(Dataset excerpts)
*****

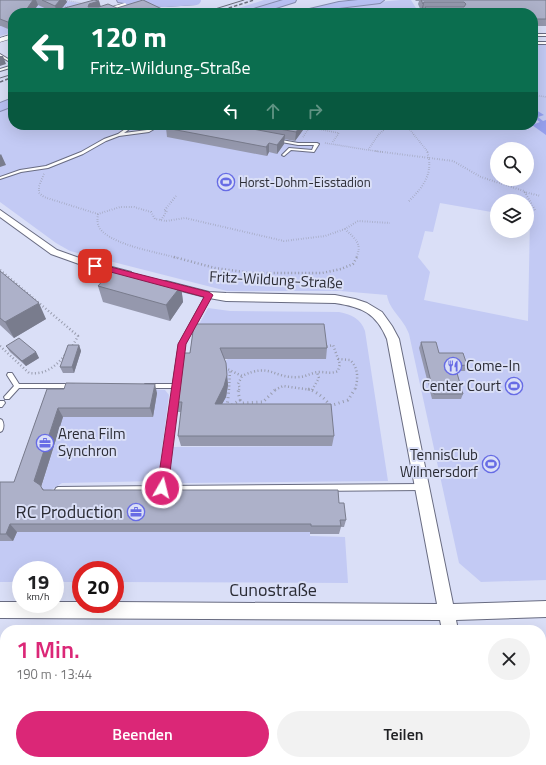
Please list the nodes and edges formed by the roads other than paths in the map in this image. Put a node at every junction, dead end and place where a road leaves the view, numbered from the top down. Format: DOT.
graph roads {
  1 [pos="126,0"];
  2 [pos="142,0"];
  3 [pos="196,0"];
  4 [pos="292,0"];
  5 [pos="320,0"];
  6 [pos="380,0"];
  7 [pos="112,8"];
  8 [pos="266,8"];
  9 [pos="300,8"];
  10 [pos="126,130"];
  11 [pos="150,130"];
  12 [pos="118,135"];
  13 [pos="268,139"];
  14 [pos="284,155"];
  15 [pos="0,178"];
  16 [pos="0,213"];
  17 [pos="135,276"];
  18 [pos="158,282"];
  19 [pos="209,295"];
  20 [pos="10,375"];
  21 [pos="17,386"];
  22 [pos="80,386"];
  23 [pos="140,386"];
  24 [pos="176,386"];
  25 [pos="7,397"];
  26 [pos="0,422"];
  27 [pos="0,429"];
  28 [pos="162,488"];
  29 [pos="422,488"];
  30 [pos="58,490"];
  31 [pos="546,609"];
  32 [pos="0,610"];
  33 [pos="447,610"];
  34 [pos="449,625"];
  1 -- 3 [label="highway, bridge"];
  2 -- 7 [label="street"];
  4 -- 8 [label="highway"];
  5 -- 9 [label="highway"];
  6 -- 9 [label="highway"];
  10 -- 12 [label="lane"];
  11 -- 12 [label="lane"];
  12 -- 15 [label="lane"];
  13 -- 14 [label="lane"];
  16 -- 17 [label="street"];
  18 -- 19 [label="street, Fritz-Wildung-Straße"];
  19 -- 24 [label="lane"];
  19 -- 29 [label="street, Fritz-Wildung-Straße"];
  20 -- 21 [label="lane"];
  21 -- 22 [label="lane"];
  21 -- 25 [label="lane"];
  23 -- 24 [label="lane"];
  24 -- 28 [label="lane"];
  26 -- 27 [label="lane"];
  28 -- 29 [label="lane"];
  28 -- 30 [label="lane"];
  29 -- 33 [label="street, Fritz-Wildung-Straße"];
  31 -- 33 [label="street, Cunostraße"];
  32 -- 33 [label="street, Cunostraße"];
  33 -- 34 [label="street, Fritz-Wildung-Straße"];
}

*****

- WHAT TO PRODUCE
Where a record above holds a picture, drop the picture and print the rest exactly.

- SOLUTION FOR THIS PROBLEM
Please list the nodes and edges formed by the roads other than paths in the map in this image. Put a node at every junction, dead end and place where a road leaves the view, numbered from the top down. Format: DOT.
graph roads {
  1 [pos="126,0"];
  2 [pos="142,0"];
  3 [pos="196,0"];
  4 [pos="292,0"];
  5 [pos="320,0"];
  6 [pos="380,0"];
  7 [pos="112,8"];
  8 [pos="266,8"];
  9 [pos="300,8"];
  10 [pos="126,130"];
  11 [pos="150,130"];
  12 [pos="118,135"];
  13 [pos="268,139"];
  14 [pos="284,155"];
  15 [pos="0,178"];
  16 [pos="0,213"];
  17 [pos="135,276"];
  18 [pos="158,282"];
  19 [pos="209,295"];
  20 [pos="10,375"];
  21 [pos="17,386"];
  22 [pos="80,386"];
  23 [pos="140,386"];
  24 [pos="176,386"];
  25 [pos="7,397"];
  26 [pos="0,422"];
  27 [pos="0,429"];
  28 [pos="162,488"];
  29 [pos="422,488"];
  30 [pos="58,490"];
  31 [pos="546,609"];
  32 [pos="0,610"];
  33 [pos="447,610"];
  34 [pos="449,625"];
  1 -- 3 [label="highway, bridge"];
  2 -- 7 [label="street"];
  4 -- 8 [label="highway"];
  5 -- 9 [label="highway"];
  6 -- 9 [label="highway"];
  10 -- 12 [label="lane"];
  11 -- 12 [label="lane"];
  12 -- 15 [label="lane"];
  13 -- 14 [label="lane"];
  16 -- 17 [label="street"];
  18 -- 19 [label="street, Fritz-Wildung-Straße"];
  19 -- 24 [label="lane"];
  19 -- 29 [label="street, Fritz-Wildung-Straße"];
  20 -- 21 [label="lane"];
  21 -- 22 [label="lane"];
  21 -- 25 [label="lane"];
  23 -- 24 [label="lane"];
  24 -- 28 [label="lane"];
  26 -- 27 [label="lane"];
  28 -- 29 [label="lane"];
  28 -- 30 [label="lane"];
  29 -- 33 [label="street, Fritz-Wildung-Straße"];
  31 -- 33 [label="street, Cunostraße"];
  32 -- 33 [label="street, Cunostraße"];
  33 -- 34 [label="street, Fritz-Wildung-Straße"];
}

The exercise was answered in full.